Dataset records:
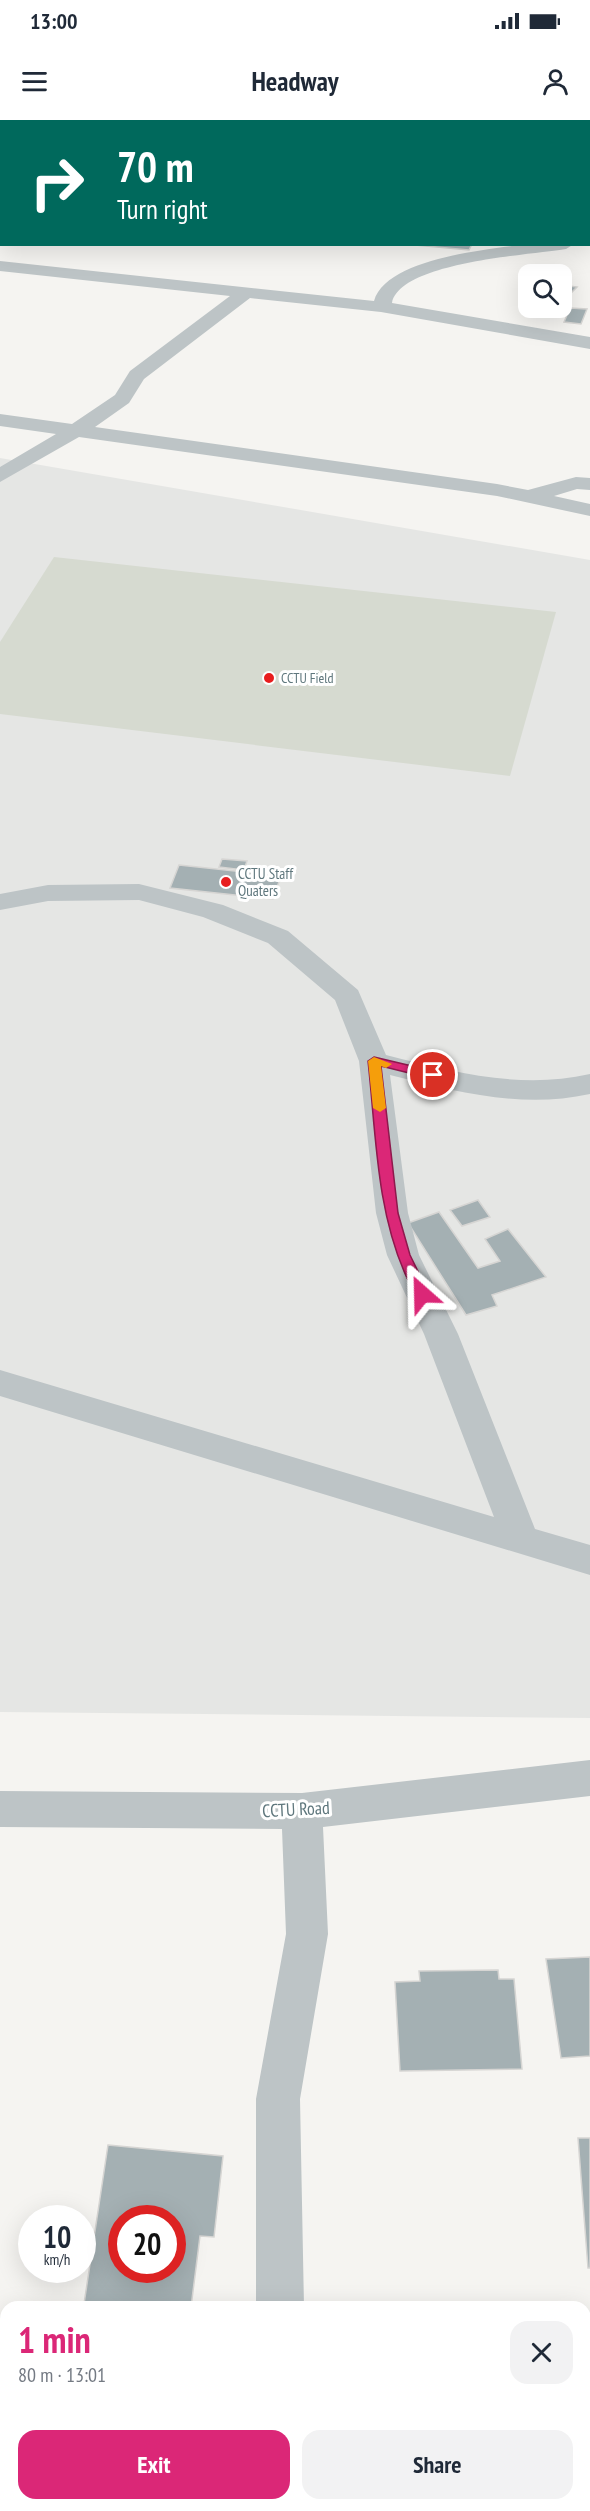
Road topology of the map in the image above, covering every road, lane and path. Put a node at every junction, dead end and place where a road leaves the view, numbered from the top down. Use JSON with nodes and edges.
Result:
{"nodes":[{"id":1,"x":552,"y":246,"type":"edge"},
{"id":2,"x":0,"y":266,"type":"edge"},
{"id":3,"x":247,"y":292,"type":"junction"},
{"id":4,"x":382,"y":307,"type":"junction"},
{"id":5,"x":590,"y":343,"type":"edge"},
{"id":6,"x":0,"y":420,"type":"edge"},
{"id":7,"x":78,"y":429,"type":"junction"},
{"id":8,"x":0,"y":476,"type":"edge"},
{"id":9,"x":590,"y":484,"type":"edge"},
{"id":10,"x":531,"y":496,"type":"junction"},
{"id":11,"x":590,"y":510,"type":"edge"},
{"id":12,"x":0,"y":902,"type":"edge"},
{"id":13,"x":374,"y":1061,"type":"junction"},
{"id":14,"x":590,"y":1084,"type":"edge"},
{"id":15,"x":0,"y":1383,"type":"edge"},
{"id":16,"x":520,"y":1537,"type":"junction"},
{"id":17,"x":590,"y":1560,"type":"edge"},
{"id":18,"x":590,"y":1778,"type":"edge"},
{"id":19,"x":0,"y":1809,"type":"edge"},
{"id":20,"x":302,"y":1811,"type":"junction"},
{"id":21,"x":280,"y":2301,"type":"edge"}],
"edges":[{"from":1,"to":4,"type":"street"},
{"from":2,"to":3,"type":"street"},
{"from":3,"to":4,"type":"street"},
{"from":3,"to":7,"type":"street"},
{"from":4,"to":5,"type":"street"},
{"from":6,"to":7,"type":"street"},
{"from":7,"to":8,"type":"street"},
{"from":7,"to":10,"type":"street"},
{"from":9,"to":10,"type":"street"},
{"from":10,"to":11,"type":"street"},
{"from":12,"to":13,"type":"street"},
{"from":13,"to":14,"type":"street"},
{"from":13,"to":16,"type":"street"},
{"from":15,"to":16,"type":"street"},
{"from":16,"to":17,"type":"street"},
{"from":18,"to":20,"type":"street","name":"CCTU Road"},
{"from":19,"to":20,"type":"street","name":"CCTU Road"},
{"from":20,"to":21,"type":"street"}]}
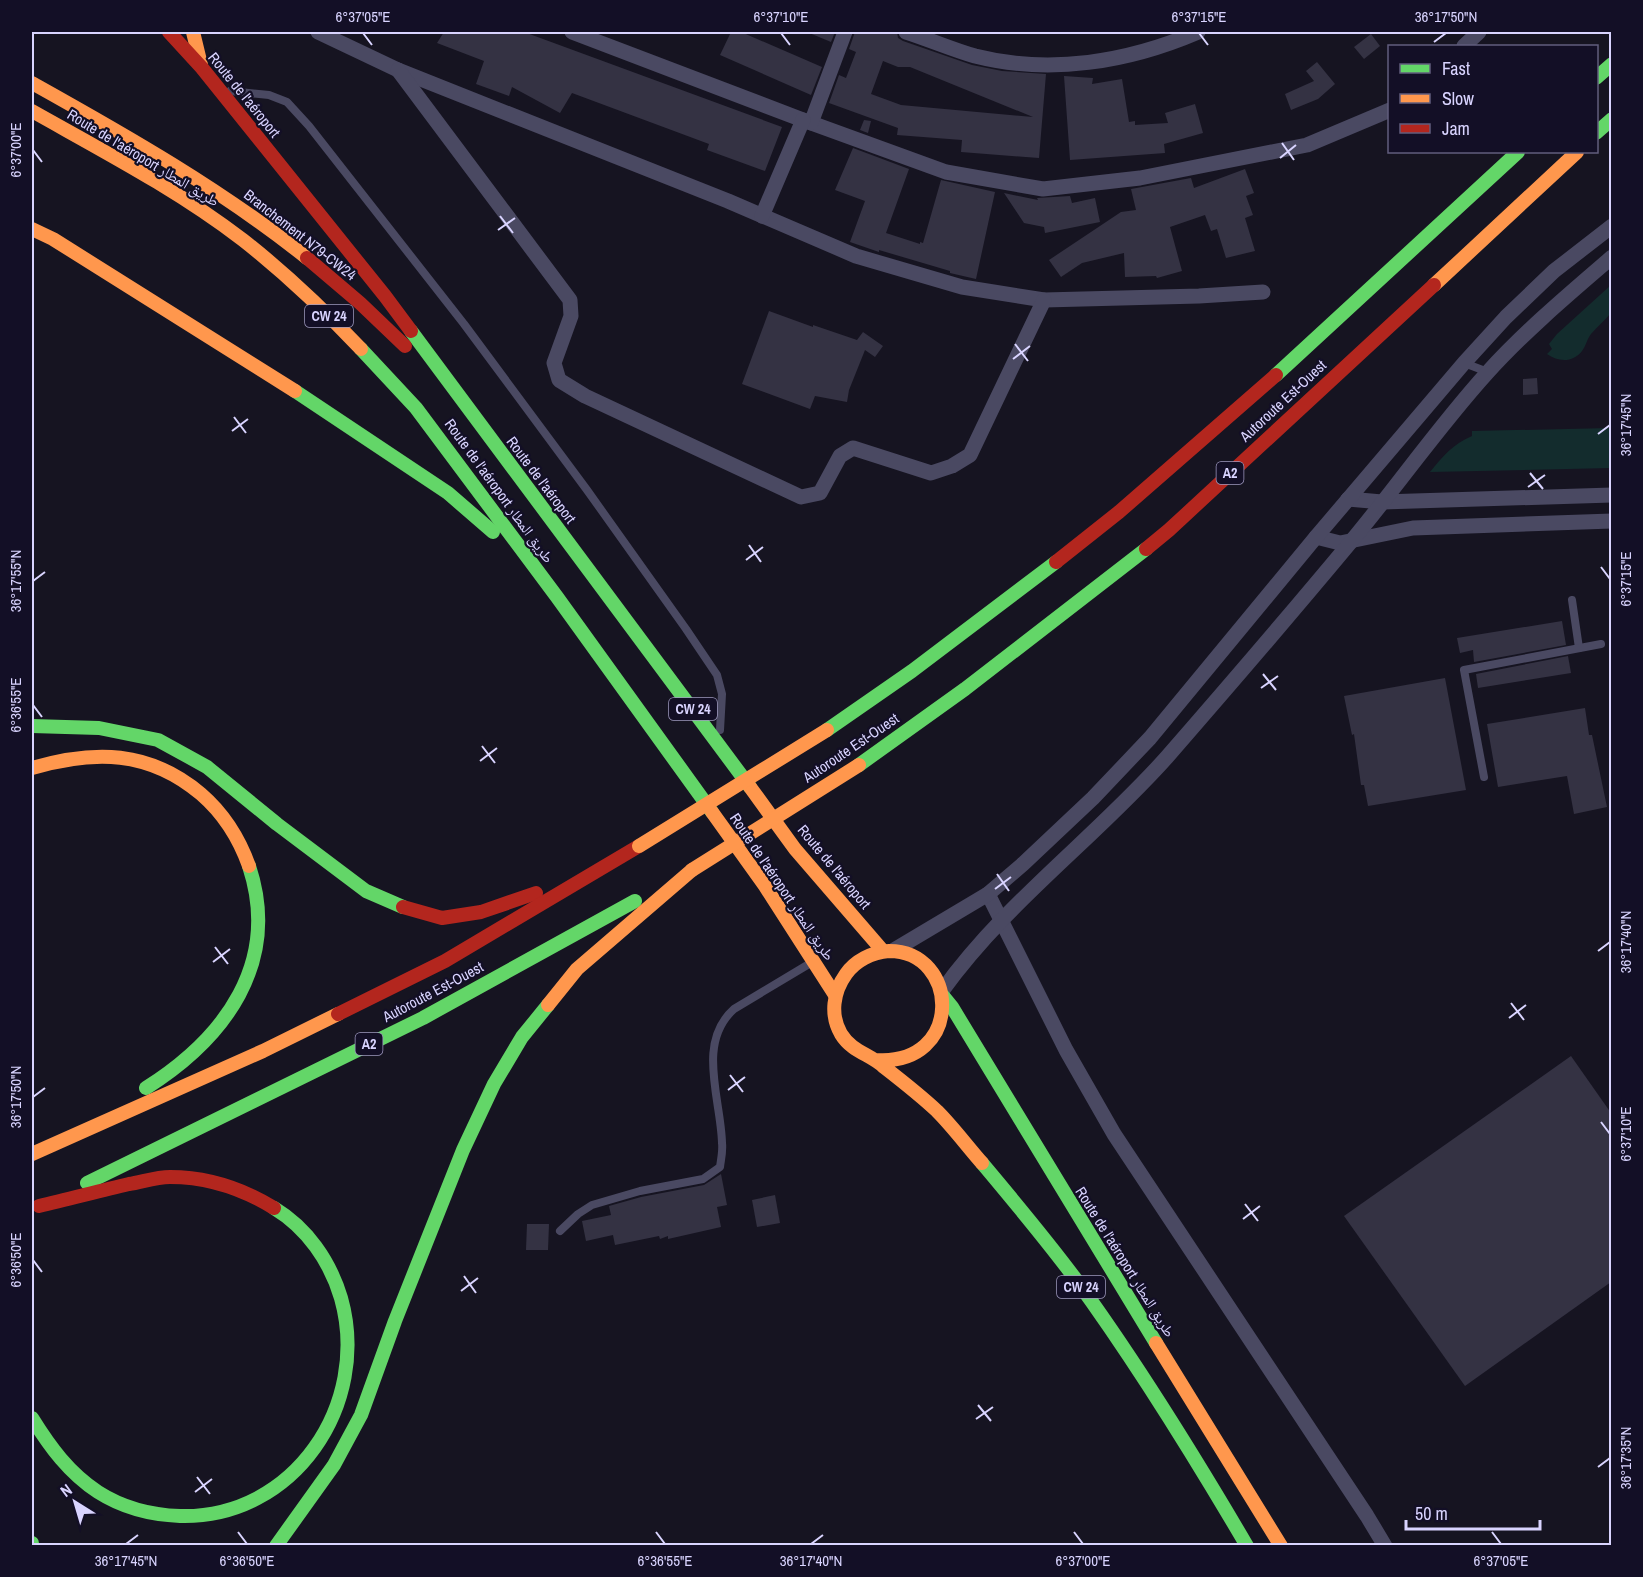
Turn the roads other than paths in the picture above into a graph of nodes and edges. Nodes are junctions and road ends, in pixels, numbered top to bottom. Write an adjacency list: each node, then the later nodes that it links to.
1 (169, 32): 11 (main road, Route de l'aéroport / CW 24)
2 (193, 32): 11 (main road)
3 (318, 32): 12 (street)
4 (572, 32): 19 (street)
5 (845, 32): 19 (street)
6 (906, 32): 7 (street)
7 (1198, 32)
8 (1479, 32): 9 (street)
9 (1465, 45)
10 (1611, 64): 13 (main road)
11 (202, 68): 15 (main road, Route de l'aéroport / CW 24)
12 (399, 70): 23 (street); 28 (street)
13 (1598, 76)
14 (32, 83): 31 (main road, Branchement N79-CW24)
15 (220, 91): 31 (main road, Route de l'aéroport / CW 24); 43 (lane)
16 (1388, 110): 19 (street)
17 (32, 111): 38 (main road, Route de l'aéroport طريق المطار / CW 24)
18 (1611, 119): 20 (main road)
19 (807, 121): 23 (street)
20 (1598, 131)
21 (1517, 153): 46 (main road, Autoroute Est-Ouest, bridge)
22 (1576, 153): 47 (main road, Autoroute Est-Ouest / A2, bridge)
23 (762, 216): 28 (street)
24 (1611, 226): 29 (street)
25 (32, 229): 38 (main road)
26 (1611, 257): 30 (street)
27 (1263, 291): 28 (street)
28 (1044, 300)
29 (1464, 363): 30 (lane); 33 (street)
30 (1488, 372): 34 (street)
31 (507, 463): 43 (main road, Route de l'aéroport / CW 24)
32 (1611, 495): 34 (street)
33 (1348, 499): 34 (street); 36 (street)
34 (1382, 502): 37 (street)
35 (1611, 521): 37 (street)
36 (1316, 537): 37 (street); 48 (street)
37 (1351, 542): 49 (street)
38 (557, 597): 51 (main road, Route de l'aéroport طريق المطار / CW 24)
39 (1572, 600): 41 (lane)
40 (1601, 644): 41 (lane)
41 (1579, 648): 45 (lane)
42 (32, 726): 46 (main road)
43 (719, 744): 50 (main road, Route de l'aéroport / CW 24)
44 (32, 768): 55 (main road)
45 (1484, 777)
46 (639, 846): 55 (main road, Autoroute Est-Ouest)
47 (692, 870): 56 (main road, Autoroute Est-Ouest / A2); 59 (main road)
48 (988, 894): 49 (street); 50 (street)
49 (1001, 919): 52 (street); 62 (street)
50 (887, 951): 52 (main road); 53 (main road)
51 (813, 962): 53 (main road, Route de l'aéroport طريق المطار / CW 24); 57 (lane)
52 (943, 994): 54 (main road); 61 (main road, Route de l'aéroport طريق المطار / CW 24)
53 (835, 995): 54 (main road)
54 (876, 1060): 60 (main road, CW 24)
55 (32, 1153)
56 (35, 1208): 58 (main road)
57 (560, 1231)
58 (32, 1418)
59 (276, 1545)
60 (1247, 1545)
61 (1281, 1545)
62 (1385, 1545)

- **Exercise details**: Each record above should be restated word for word. The pictures should not appear.

- **Result of this exercise**:
Road topology of the map in the image above, covering every road, lane and path. Put a node at every junction, dead end and place where a road leaves the view, numbered from the top down. Use JSON with nodes and edges.
Result:
{"nodes":[{"id":1,"x":552,"y":246,"type":"edge"},
{"id":2,"x":0,"y":266,"type":"edge"},
{"id":3,"x":247,"y":292,"type":"junction"},
{"id":4,"x":382,"y":307,"type":"junction"},
{"id":5,"x":590,"y":343,"type":"edge"},
{"id":6,"x":0,"y":420,"type":"edge"},
{"id":7,"x":78,"y":429,"type":"junction"},
{"id":8,"x":0,"y":476,"type":"edge"},
{"id":9,"x":590,"y":484,"type":"edge"},
{"id":10,"x":531,"y":496,"type":"junction"},
{"id":11,"x":590,"y":510,"type":"edge"},
{"id":12,"x":0,"y":902,"type":"edge"},
{"id":13,"x":374,"y":1061,"type":"junction"},
{"id":14,"x":590,"y":1084,"type":"edge"},
{"id":15,"x":0,"y":1383,"type":"edge"},
{"id":16,"x":520,"y":1537,"type":"junction"},
{"id":17,"x":590,"y":1560,"type":"edge"},
{"id":18,"x":590,"y":1778,"type":"edge"},
{"id":19,"x":0,"y":1809,"type":"edge"},
{"id":20,"x":302,"y":1811,"type":"junction"},
{"id":21,"x":280,"y":2301,"type":"edge"}],
"edges":[{"from":1,"to":4,"type":"street"},
{"from":2,"to":3,"type":"street"},
{"from":3,"to":4,"type":"street"},
{"from":3,"to":7,"type":"street"},
{"from":4,"to":5,"type":"street"},
{"from":6,"to":7,"type":"street"},
{"from":7,"to":8,"type":"street"},
{"from":7,"to":10,"type":"street"},
{"from":9,"to":10,"type":"street"},
{"from":10,"to":11,"type":"street"},
{"from":12,"to":13,"type":"street"},
{"from":13,"to":14,"type":"street"},
{"from":13,"to":16,"type":"street"},
{"from":15,"to":16,"type":"street"},
{"from":16,"to":17,"type":"street"},
{"from":18,"to":20,"type":"street","name":"CCTU Road"},
{"from":19,"to":20,"type":"street","name":"CCTU Road"},
{"from":20,"to":21,"type":"street"}]}
Turn the roads other than paths in the picture above into a graph of nodes and edges. Nodes are junctions and road ends, in pixels, numbered top to bottom. Write an adjacency list: each node, then the later nodes that it links to.
1 (169, 32): 11 (main road, Route de l'aéroport / CW 24)
2 (193, 32): 11 (main road)
3 (318, 32): 12 (street)
4 (572, 32): 19 (street)
5 (845, 32): 19 (street)
6 (906, 32): 7 (street)
7 (1198, 32)
8 (1479, 32): 9 (street)
9 (1465, 45)
10 (1611, 64): 13 (main road)
11 (202, 68): 15 (main road, Route de l'aéroport / CW 24)
12 (399, 70): 23 (street); 28 (street)
13 (1598, 76)
14 (32, 83): 31 (main road, Branchement N79-CW24)
15 (220, 91): 31 (main road, Route de l'aéroport / CW 24); 43 (lane)
16 (1388, 110): 19 (street)
17 (32, 111): 38 (main road, Route de l'aéroport طريق المطار / CW 24)
18 (1611, 119): 20 (main road)
19 (807, 121): 23 (street)
20 (1598, 131)
21 (1517, 153): 46 (main road, Autoroute Est-Ouest, bridge)
22 (1576, 153): 47 (main road, Autoroute Est-Ouest / A2, bridge)
23 (762, 216): 28 (street)
24 (1611, 226): 29 (street)
25 (32, 229): 38 (main road)
26 (1611, 257): 30 (street)
27 (1263, 291): 28 (street)
28 (1044, 300)
29 (1464, 363): 30 (lane); 33 (street)
30 (1488, 372): 34 (street)
31 (507, 463): 43 (main road, Route de l'aéroport / CW 24)
32 (1611, 495): 34 (street)
33 (1348, 499): 34 (street); 36 (street)
34 (1382, 502): 37 (street)
35 (1611, 521): 37 (street)
36 (1316, 537): 37 (street); 48 (street)
37 (1351, 542): 49 (street)
38 (557, 597): 51 (main road, Route de l'aéroport طريق المطار / CW 24)
39 (1572, 600): 41 (lane)
40 (1601, 644): 41 (lane)
41 (1579, 648): 45 (lane)
42 (32, 726): 46 (main road)
43 (719, 744): 50 (main road, Route de l'aéroport / CW 24)
44 (32, 768): 55 (main road)
45 (1484, 777)
46 (639, 846): 55 (main road, Autoroute Est-Ouest)
47 (692, 870): 56 (main road, Autoroute Est-Ouest / A2); 59 (main road)
48 (988, 894): 49 (street); 50 (street)
49 (1001, 919): 52 (street); 62 (street)
50 (887, 951): 52 (main road); 53 (main road)
51 (813, 962): 53 (main road, Route de l'aéroport طريق المطار / CW 24); 57 (lane)
52 (943, 994): 54 (main road); 61 (main road, Route de l'aéroport طريق المطار / CW 24)
53 (835, 995): 54 (main road)
54 (876, 1060): 60 (main road, CW 24)
55 (32, 1153)
56 (35, 1208): 58 (main road)
57 (560, 1231)
58 (32, 1418)
59 (276, 1545)
60 (1247, 1545)
61 (1281, 1545)
62 (1385, 1545)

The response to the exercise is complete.